Well, let's think about this. You can let it boil for a moment, but do not wait too long since. The boiling solvent will slowly evaporate, reducing the total volume of solvent added. This means that you need to add even more solvent the next time!
The best method is to add hot solvent in timed intervals. This means, once you have added hot solvent, bring the solution to a boil, then wait about 20 seconds. If your crude solid has not dissolved, add more hot solvent, boil again, then wait another 20 seconds. Continue this process until all of your crude solid is dissolved.
Q: If we add too much solvent, do we just boil it off?
Yes, you should reduce the overall volume by boiling off the excess solvent. Reduce the volume until you find that just a little more solvent needs to be added to completely dissolve the crude solid. By this process, you will obtain a saturated solution.
If you have a large amount of excess solvent, you can speed up the process of boiling off the solvent by holding a side arm test tube over your Erlenmeyer flask. Connect the side arm of the test tube to a vacuum source, preferably the water aspirator or house vacuum. This process helps remove solvent vapors.
Q: My sample has dissolved, but my solvent is just hot. Do I have to wait until it boils?
It is necessary to use hot solvent, but if your solid sample has already dissolved in hot solvent, this is enough. For some compounds, you might need to wait until the solution boils before your compound completely dissolves.
Q: After the solution has cooled down to room temperature, how long should I let it cool in the ice bath?
You should let the solution cool in the ice bath for a minimum of 15 minutes to ensure that the bulk of the sample has recrystallized.
Q: Can I put my hot solution directly into the ice bath?
No. You need to cool the solution first to room temperature before placing it in the ice-water bath. Besides reducing the risk of breaking your flask and loosing your product in the ice-water, you will get better and purer crystals if you let the solution cool slowly.
Q: When we are collecting our crystals using vacuum filtration, what solvent do we use to wash our crystals?
When vacuum filtering, wash your crystals with the solvent you used to recrystallize your compound. However, use ice-cold solvent to ensure that you do not dissolve any of your crystals.

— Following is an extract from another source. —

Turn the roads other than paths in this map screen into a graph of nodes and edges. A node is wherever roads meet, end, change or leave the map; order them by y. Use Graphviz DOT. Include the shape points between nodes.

Q: I have a really lousy suction from that water aspirator. What can I do?
Some possible reasons for little suction are:
- The black filter vac adapter between the filtering flask and the Buchner or Hirsch funnel is missing. Make sure it is there and everything is sitting tight
- The water trap is not closed to the atmosphere.

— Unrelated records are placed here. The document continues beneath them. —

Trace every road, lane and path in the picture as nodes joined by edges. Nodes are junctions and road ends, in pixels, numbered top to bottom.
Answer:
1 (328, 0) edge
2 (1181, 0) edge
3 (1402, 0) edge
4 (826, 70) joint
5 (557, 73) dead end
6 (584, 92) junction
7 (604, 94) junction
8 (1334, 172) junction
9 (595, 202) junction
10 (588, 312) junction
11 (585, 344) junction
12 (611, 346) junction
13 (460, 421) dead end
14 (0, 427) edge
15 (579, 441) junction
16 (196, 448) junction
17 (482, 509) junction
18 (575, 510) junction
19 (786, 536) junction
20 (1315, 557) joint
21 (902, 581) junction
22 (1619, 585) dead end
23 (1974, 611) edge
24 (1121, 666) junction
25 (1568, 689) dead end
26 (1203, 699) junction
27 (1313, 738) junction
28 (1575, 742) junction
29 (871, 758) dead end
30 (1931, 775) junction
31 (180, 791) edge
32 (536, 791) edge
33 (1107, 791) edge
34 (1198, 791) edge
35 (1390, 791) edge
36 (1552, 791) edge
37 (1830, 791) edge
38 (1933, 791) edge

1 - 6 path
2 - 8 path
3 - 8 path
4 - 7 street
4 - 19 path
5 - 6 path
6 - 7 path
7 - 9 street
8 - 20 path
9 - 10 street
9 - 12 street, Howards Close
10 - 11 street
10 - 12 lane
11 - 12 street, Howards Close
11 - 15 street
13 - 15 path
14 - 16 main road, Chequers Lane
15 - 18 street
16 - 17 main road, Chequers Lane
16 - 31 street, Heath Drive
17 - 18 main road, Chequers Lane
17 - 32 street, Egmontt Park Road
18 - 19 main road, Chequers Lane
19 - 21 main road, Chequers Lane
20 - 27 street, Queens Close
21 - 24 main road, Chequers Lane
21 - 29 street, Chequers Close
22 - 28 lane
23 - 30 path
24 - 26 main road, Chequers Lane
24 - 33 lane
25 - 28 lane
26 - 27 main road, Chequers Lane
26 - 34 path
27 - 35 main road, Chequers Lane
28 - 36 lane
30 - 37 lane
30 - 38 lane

Q: What should I put on the label when handing in my sample?
On your sample label, you should write:
- your name,
- experiment number (e.g., Exp 7),
- the name of the product,
- the product's melting or boiling point,
- the weight of the sample,
- the date.
Q: When using the two-solvent recrystallization method, why is it necessary to keep both solvents hot when adding?
For the single-solvent and the two-solvents recrystallization method it is essential that you prepare a hot, saturated solution. To do this, all solvents must be hot before you add them.
Heating the solvents decreases the kinetic energy necessary to dissolve the compound. This also means that less solvent is needed to dissolve the compound, which makes the solution more saturated. The more saturated the solution, the easier the crystals will form once the solution cools down.
Q: Can we add the second solvent first? In the end, all are together anyway.
No. You must add a minimum amount of first hot solvent to dissolve your compound. Then you decrease the solubility of your solid by adding the second hot solvent to the first cloud. Reheat the solution to clear it again. This allows for a saturated solution and for crystallization to occur upon cooling.
Q: If I can choose between the 1-solvent or 2-solvent method, which one should I choose?
The preferred method of recrystallization uses one solvent. When a suitable single solvent can not be found, the two-solvent method of recrystallization is used.